Of all the stories of rebirth in New Orleans this spring, that’s my favorite. But it’s not done. The hall and the musicians who fill it with music will still struggle once the jazz fest tourists go home. In the past, Preservation Hall had been open seven nights a week; the owners are going to try weekends only for a while, to see if they can make it. And that says nothing of the musicians and their families, not only those in the Preservation Hall Jazz Band but all those players who make New Orleans the most unique musical destination in the country.
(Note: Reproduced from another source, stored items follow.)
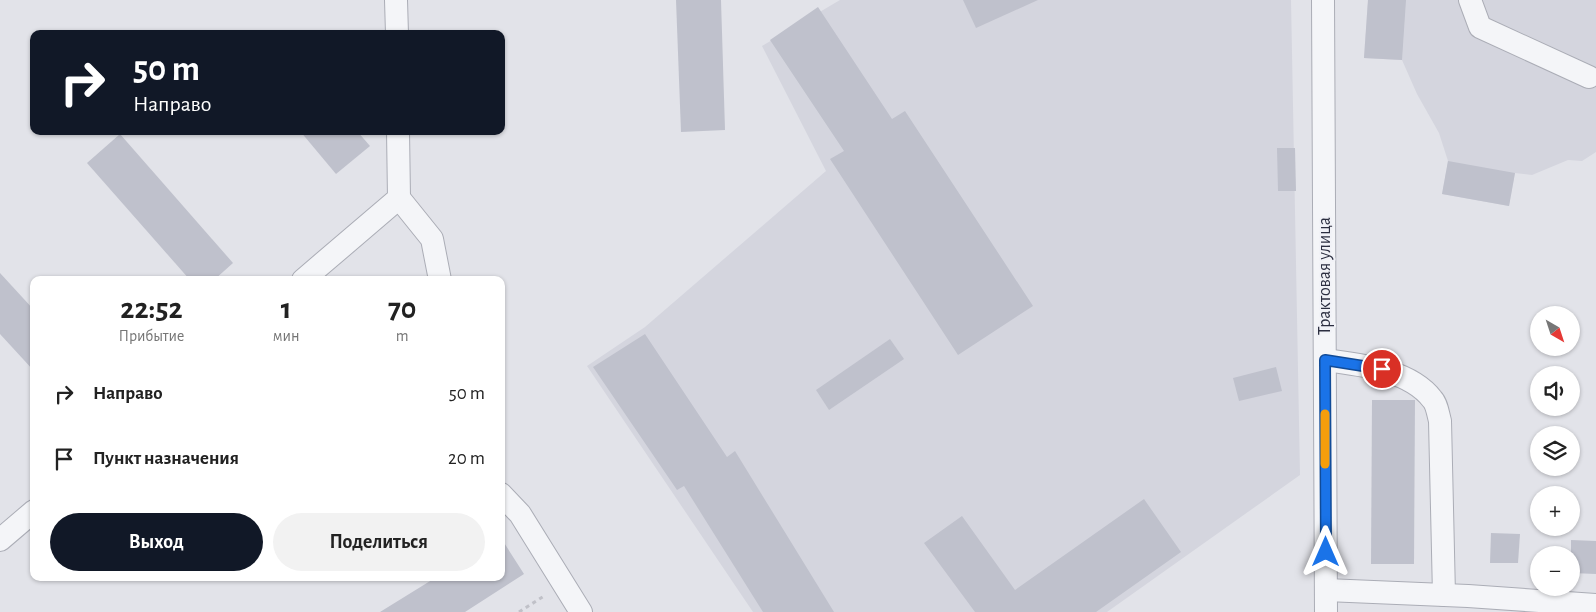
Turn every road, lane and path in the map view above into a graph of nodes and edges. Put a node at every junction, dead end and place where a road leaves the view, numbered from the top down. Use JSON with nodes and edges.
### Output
{"nodes":[{"id":1,"x":396,"y":0,"type":"edge"},
{"id":2,"x":1324,"y":0,"type":"edge"},
{"id":3,"x":1470,"y":0,"type":"edge"},
{"id":4,"x":397,"y":30,"type":"edge"},
{"id":5,"x":1589,"y":77,"type":"dead end"},
{"id":6,"x":398,"y":135,"type":"edge"},
{"id":7,"x":399,"y":198,"type":"junction"},
{"id":8,"x":308,"y":276,"type":"edge"},
{"id":9,"x":439,"y":276,"type":"edge"},
{"id":10,"x":1325,"y":360,"type":"junction"},
{"id":11,"x":505,"y":498,"type":"edge"},
{"id":12,"x":30,"y":514,"type":"edge"},
{"id":13,"x":0,"y":540,"type":"edge"},
{"id":14,"x":564,"y":584,"type":"junction"},
{"id":15,"x":1444,"y":595,"type":"junction"},
{"id":16,"x":1326,"y":601,"type":"edge"},
{"id":17,"x":1596,"y":604,"type":"edge"},
{"id":18,"x":519,"y":612,"type":"edge"},
{"id":19,"x":581,"y":612,"type":"edge"}],
"edges":[{"from":1,"to":4,"type":"street"},
{"from":2,"to":10,"type":"street","name":"Трактовая улица"},
{"from":3,"to":5,"type":"street"},
{"from":6,"to":7,"type":"street"},
{"from":7,"to":8,"type":"street"},
{"from":7,"to":9,"type":"street"},
{"from":10,"to":15,"type":"street"},
{"from":10,"to":16,"type":"street","name":"Трактовая улица"},
{"from":11,"to":14,"type":"street"},
{"from":12,"to":13,"type":"street"},
{"from":14,"to":18,"type":"path"},
{"from":14,"to":19,"type":"street"},
{"from":15,"to":16,"type":"street"},
{"from":15,"to":17,"type":"street"}]}
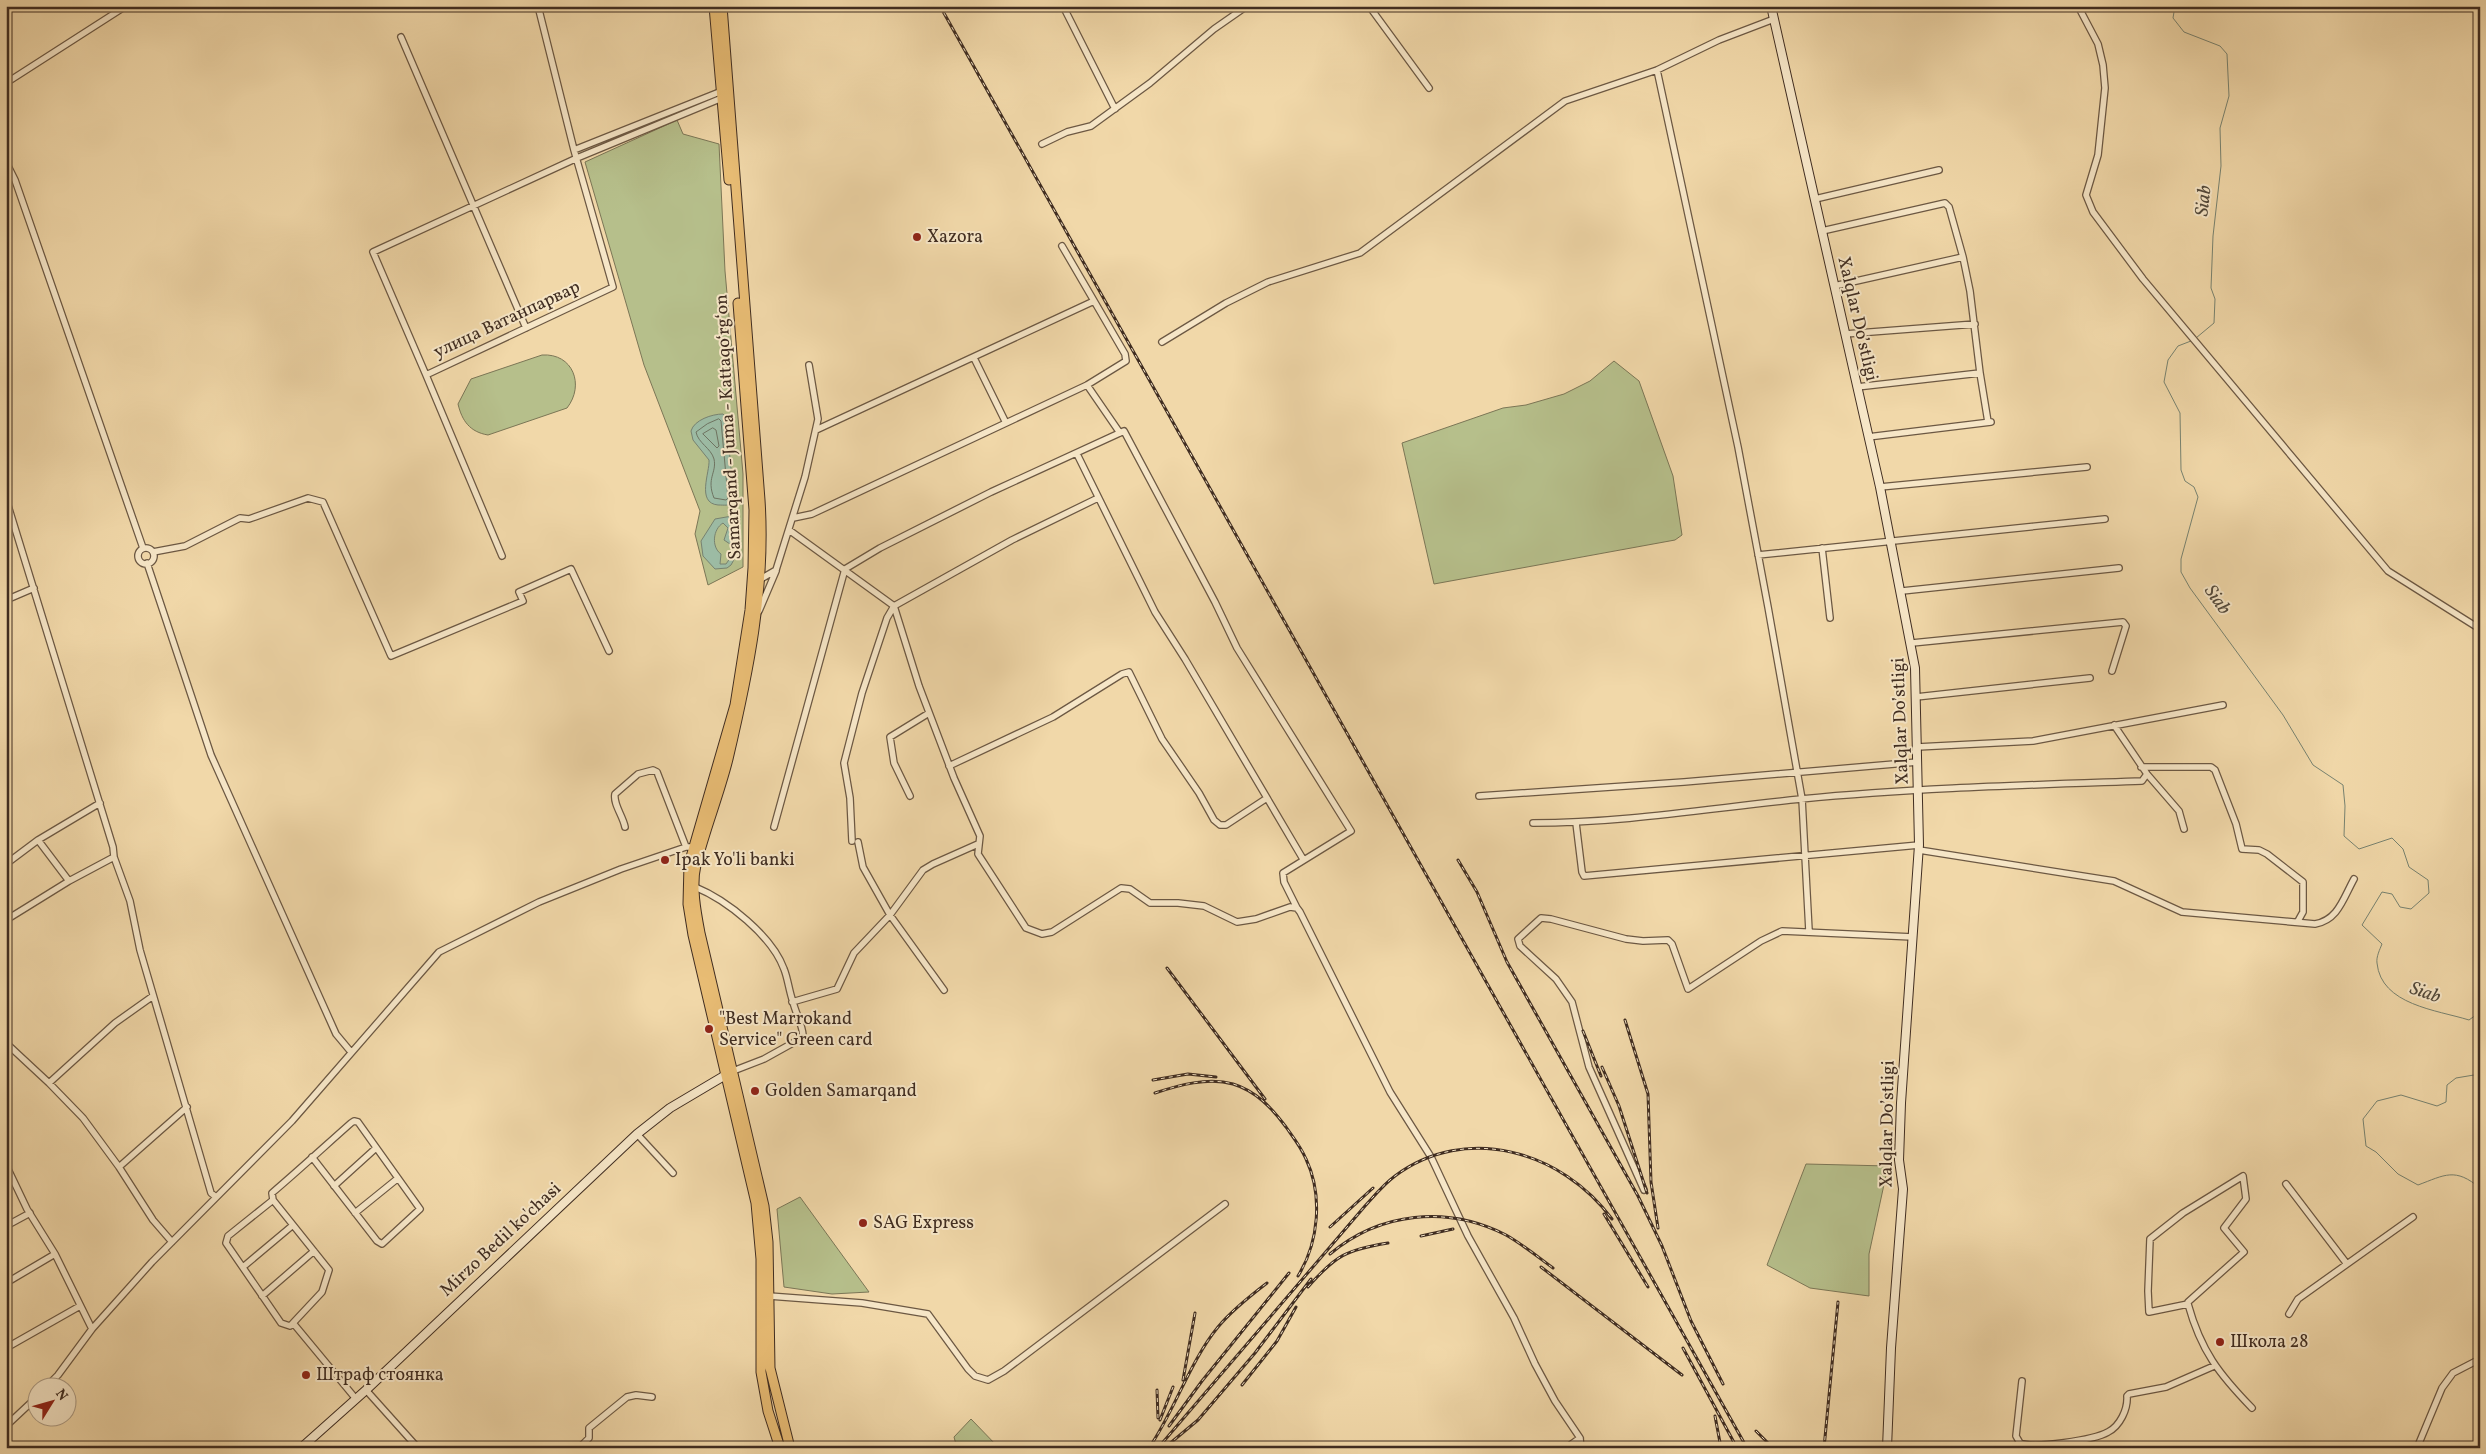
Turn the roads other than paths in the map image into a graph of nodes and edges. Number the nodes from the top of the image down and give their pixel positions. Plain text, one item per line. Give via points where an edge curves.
1 (126, 6) edge
2 (538, 6) edge
3 (714, 6) edge
4 (722, 6) edge
5 (1063, 6) edge
6 (1247, 6) edge
7 (1369, 6) edge
8 (1771, 6) edge
9 (2078, 6) edge
10 (1774, 19) junction
11 (401, 37) dead end
12 (1657, 70) junction
13 (6, 83) edge
14 (1429, 88) dead end
15 (722, 94) junction
16 (1115, 109) junction
17 (1042, 144) dead end
18 (574, 150) junction
19 (576, 158) junction
20 (6, 162) edge
21 (1939, 170) dead end
22 (1815, 199) junction
23 (473, 204) junction
24 (1822, 231) junction
25 (1062, 246) dead end
26 (1963, 257) junction
27 (1834, 286) junction
28 (1094, 301) junction
29 (1975, 324) junction
30 (526, 328) junction
31 (1845, 334) junction
32 (1162, 342) dead end
33 (974, 358) junction
34 (809, 365) dead end
35 (1980, 374) junction
36 (426, 375) junction
37 (1087, 385) junction
38 (1857, 386) junction
39 (1006, 423) junction
40 (816, 430) junction
41 (1120, 434) junction
42 (1868, 437) junction
43 (1077, 454) junction
44 (2087, 467) dead end
45 (1880, 487) junction
46 (1098, 498) junction
47 (6, 499) edge
48 (793, 518) junction
49 (2105, 519) dead end
50 (789, 530) junction
51 (1891, 540) junction
52 (144, 548) junction
53 (1822, 548) junction
54 (153, 552) junction
55 (1758, 555) junction
56 (502, 556) dead end
57 (147, 563) junction
58 (2119, 568) dead end
59 (845, 569) junction
60 (776, 570) junction
61 (756, 581) junction
62 (34, 588) junction
63 (1902, 591) junction
64 (6, 600) edge
65 (894, 606) junction
66 (756, 618) junction
67 (1830, 618) dead end
68 (2480, 628) edge
69 (1912, 643) junction
70 (609, 651) dead end
71 (2112, 671) dead end
72 (2090, 678) dead end
73 (1916, 697) junction
74 (2223, 705) dead end
75 (929, 713) junction
76 (2114, 726) junction
77 (1917, 747) junction
78 (1918, 762) junction
79 (949, 766) junction
80 (2142, 767) junction
81 (1797, 772) junction
82 (2146, 774) junction
83 (1919, 789) junction
84 (910, 796) dead end
85 (1479, 796) dead end
86 (1266, 798) junction
87 (1802, 799) junction
88 (100, 802) junction
89 (1533, 823) dead end
90 (1576, 823) junction
91 (625, 827) dead end
92 (774, 827) dead end
93 (2184, 828) dead end
94 (38, 840) junction
95 (978, 844) junction
96 (1919, 847) junction
97 (694, 848) junction
98 (1804, 854) junction
99 (114, 857) junction
100 (1303, 859) junction
101 (6, 864) edge
102 (2354, 879) dead end
103 (69, 881) junction
104 (695, 887) junction
105 (1297, 908) junction
106 (890, 915) junction
107 (6, 920) edge
108 (2298, 921) junction
109 (1809, 931) junction
110 (1914, 937) junction
111 (944, 990) dead end
112 (153, 996) junction
113 (792, 1002) junction
114 (6, 1043) edge
115 (351, 1052) junction
116 (730, 1073) junction
117 (49, 1083) junction
118 (187, 1107) junction
119 (637, 1134) junction
120 (376, 1148) junction
121 (312, 1158) junction
122 (6, 1165) edge
123 (119, 1166) junction
124 (673, 1174) dead end
125 (397, 1179) junction
126 (2286, 1184) dead end
127 (334, 1186) junction
128 (1644, 1190) dead end
129 (216, 1197) junction
130 (273, 1200) junction
131 (1225, 1204) dead end
132 (30, 1213) junction
133 (355, 1213) junction
134 (2412, 1217) dead end
135 (293, 1225) junction
136 (6, 1226) edge
137 (172, 1242) junction
138 (314, 1252) junction
139 (55, 1254) junction
140 (2347, 1264) junction
141 (243, 1266) junction
142 (6, 1283) edge
143 (262, 1296) junction
144 (768, 1296) junction
145 (2188, 1304) junction
146 (80, 1306) junction
147 (2289, 1314) dead end
148 (293, 1323) junction
149 (92, 1329) junction
150 (6, 1348) edge
151 (2480, 1359) edge
152 (2214, 1366) junction
153 (57, 1376) edge
154 (2022, 1381) dead end
155 (366, 1390) junction
156 (652, 1397) dead end
157 (356, 1399) junction
158 (28, 1405) edge
159 (2252, 1408) dead end
160 (6, 1426) edge
161 (1580, 1438) junction
162 (301, 1448) edge
163 (418, 1448) edge
164 (579, 1448) edge
165 (780, 1448) edge
166 (790, 1448) edge
167 (1566, 1448) edge
168 (1581, 1448) edge
169 (1887, 1448) edge
170 (2417, 1448) edge

1 - 13 street
2 - 18 street, улица Ватанпарвар
3 - 15 main road, Samarqand - Juma - Kattaqo‘rg‘on
4 - 61 main road, Samarqand - Juma - Kattaqo‘rg‘on via 760,507
5 - 16 street
6 - 16 street
7 - 14 street
8 - 10 main road, Xalqlar Do’stligi
9 - 68 street via 2098,44 2105,88 2098,155 2086,195 2093,212 2143,279 2388,571
10 - 12 street via 1719,40
10 - 22 main road, Xalqlar Do’stligi
11 - 23 street
12 - 32 street via 1565,101 1360,253 1268,282
12 - 55 street
15 - 18 street
15 - 19 street
15 - 61 main road, Samarqand - Juma - Kattaqo‘rg‘on via 754,510
16 - 17 street via 1091,126 1067,132
18 - 19 street, улица Ватанпарвар
19 - 23 street, улица Ватанпарвар
19 - 30 street, улица Ватанпарвар via 613,287
20 - 52 street
21 - 22 street
22 - 24 main road, Xalqlar Do’stligi
23 - 30 street
23 - 36 street, улица Ватанпарвар via 373,252
24 - 26 street via 1945,203 1950,207
24 - 27 main road, Xalqlar Do’stligi
25 - 28 street
26 - 27 street
26 - 29 street
27 - 31 main road, Xalqlar Do’stligi
28 - 33 street
28 - 37 street via 1126,361
29 - 31 street
29 - 35 street
30 - 36 street, улица Ватанпарвар
31 - 38 main road, Xalqlar Do’stligi
33 - 39 street
33 - 40 street
34 - 40 street via 818,419
35 - 38 street
35 - 42 street via 1989,422
36 - 56 street
37 - 39 street
37 - 41 street
38 - 42 main road, Xalqlar Do’stligi
39 - 48 street via 812,514
40 - 48 street
41 - 43 street
41 - 100 street via 1127,433 1237,648 1351,831
42 - 45 main road, Xalqlar Do’stligi
43 - 46 street
43 - 59 street via 965,505
44 - 45 street
45 - 51 main road, Xalqlar Do’stligi
46 - 65 street via 1012,540
46 - 86 street via 1154,612
47 - 62 street
48 - 50 street
49 - 51 street
50 - 59 street
50 - 60 street
51 - 53 street
51 - 63 main road, Xalqlar Do’stligi
52 - 54 street
52 - 57 street via 138,556
53 - 55 street
53 - 67 street
54 - 57 street via 153,560
54 - 70 street via 185,546 240,518 249,519 308,498 322,502 391,656 523,601 519,592 571,569
55 - 81 street
57 - 115 street via 211,755 336,1034
58 - 63 street
59 - 65 street
59 - 92 street
60 - 61 street
60 - 66 street
61 - 66 main road, Samarqand - Juma - Kattaqo‘rg‘on
61 - 97 main road, Samarqand - Juma - Kattaqo‘rg‘on via 735,705
62 - 64 street
62 - 88 street
63 - 69 main road, Xalqlar Do’stligi
65 - 75 street
65 - 106 street via 886,618 844,762 855,841 863,867
66 - 97 main road, Samarqand - Juma - Kattaqo‘rg‘on via 741,707
69 - 71 street via 2123,622 2126,626 2124,636
69 - 73 main road, Xalqlar Do’stligi
72 - 73 street
73 - 77 main road, Xalqlar Do’stligi
74 - 76 street
75 - 79 street
75 - 84 street via 890,737 894,764
76 - 77 street via 2033,741
76 - 80 street
77 - 78 main road, Xalqlar Do’stligi
78 - 81 street
78 - 83 main road, Xalqlar Do’stligi
79 - 86 street via 1053,717 1129,672 1162,739 1220,826
79 - 95 street via 980,836
80 - 82 street
80 - 108 street via 2211,767 2215,770 2242,849 2267,854 2303,882 2303,912
81 - 85 street
81 - 87 street
82 - 83 street via 2142,781
82 - 93 street via 2178,811
83 - 87 street
83 - 96 main road, Xalqlar Do’stligi
86 - 100 street
87 - 90 street
87 - 98 street
88 - 94 street
88 - 99 street
89 - 90 street
90 - 98 street via 1584,876
91 - 97 street via 615,794 638,774 653,770 657,772
94 - 101 street
94 - 103 street
95 - 105 street via 978,854 1002,893 1026,928 1034,933 1052,932 1121,888 1130,889 1150,903 1204,906 1237,922 1290,907
95 - 106 street via 923,870
96 - 98 street
96 - 108 street via 2114,880 2182,912
96 - 110 main road, Xalqlar Do’stligi
97 - 104 main road, Samarqand - Juma - Kattaqo‘rg‘on
97 - 115 street via 621,868 539,902 439,952
97 - 116 main road, Samarqand - Juma - Kattaqo‘rg‘on via 688,864 687,881 690,920
98 - 109 street
99 - 103 street
99 - 112 street via 130,901
100 - 105 street via 1283,872 1284,882
102 - 108 street via 2327,922
103 - 107 street
104 - 113 street via 716,898 770,942 785,970
104 - 116 main road, Samarqand - Juma - Kattaqo‘rg‘on via 700,933
105 - 161 street via 1390,1092 1431,1157 1535,1364
106 - 111 street
106 - 113 street via 854,953 837,989
109 - 110 street
109 - 128 street via 1782,930 1688,989 1668,940 1626,939 1541,918 1518,939 1520,946 1556,979 1572,1002 1589,1067
110 - 169 main road, Xalqlar Do’stligi via 1901,1102 1899,1160 1903,1190
112 - 117 street via 115,1023
112 - 118 street
113 - 116 street via 803,1030 802,1038
114 - 117 street
115 - 129 street via 292,1121
116 - 119 main road, Mirzo Bedil ko'chasi via 670,1108
116 - 144 main road via 764,1206
116 - 165 main road via 756,1203 762,1260 761,1372 768,1411
117 - 123 street via 83,1118
118 - 123 street
118 - 129 street via 211,1192
119 - 124 street
119 - 155 main road, Mirzo Bedil ko'chasi
120 - 121 street via 354,1121
120 - 125 street
120 - 127 street
121 - 127 street
121 - 130 street via 272,1192
122 - 132 street
123 - 137 street via 153,1220
125 - 133 street
125 - 133 street via 420,1209 387,1240 382,1244 377,1241
126 - 140 street
127 - 133 street
129 - 137 street
130 - 135 street
130 - 141 street via 225,1239
131 - 144 street via 1004,1372 988,1380 974,1376 928,1314 862,1303
132 - 136 street
132 - 139 street
134 - 140 street
135 - 138 street
135 - 141 street
137 - 149 street
138 - 143 street
138 - 148 street via 329,1270 328,1278 322,1292
139 - 142 street
139 - 146 street
140 - 147 street via 2298,1299
141 - 143 street
143 - 148 street via 281,1323 290,1326
144 - 166 main road via 770,1368
145 - 145 street via 2244,1252 2224,1228 2246,1199 2243,1176 2184,1212 2150,1240 2149,1312
145 - 152 street via 2193,1323
146 - 149 street
146 - 150 street
148 - 157 street
149 - 153 street
151 - 170 street via 2452,1373 2442,1388
152 - 154 street via 2166,1387 2129,1394 2126,1396 2126,1409 2109,1432 2032,1445 2020,1443 2016,1436
152 - 159 street
155 - 157 main road, Mirzo Bedil ko'chasi
155 - 163 street
156 - 164 street via 627,1398 589,1428 589,1438
157 - 162 main road, Mirzo Bedil ko'chasi
158 - 160 street
161 - 167 street
161 - 168 street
I’m sure many of you have already given donations to the Red Cross or through churches or other groups to help the folks in New Orleans. And they need it. But here’s my challenge for you. If you have a decent-sized record store nearby, go take a look at the jazz section. Dial up Amazon and search for “Preservation Hall.” Better still, go directly to the hall’s web page and hit their store. You get to help, but you get something in return. Buy a CD, just one. I own most of the CDs that are available at the hall’s site, and they’re all good. Even if you’re not someone normally inclined to listen to jazz of any kind, I promise — I guarantee — you’ll find something to like on any of those discs.
For about 16 bucks, you get a shot of cool music. You get to give a little help to some musicians who need it and to an institution that’s dedicated to preserving their place in the world. And you get to do something no less than help keep history alive. In my book, that’s a bargain.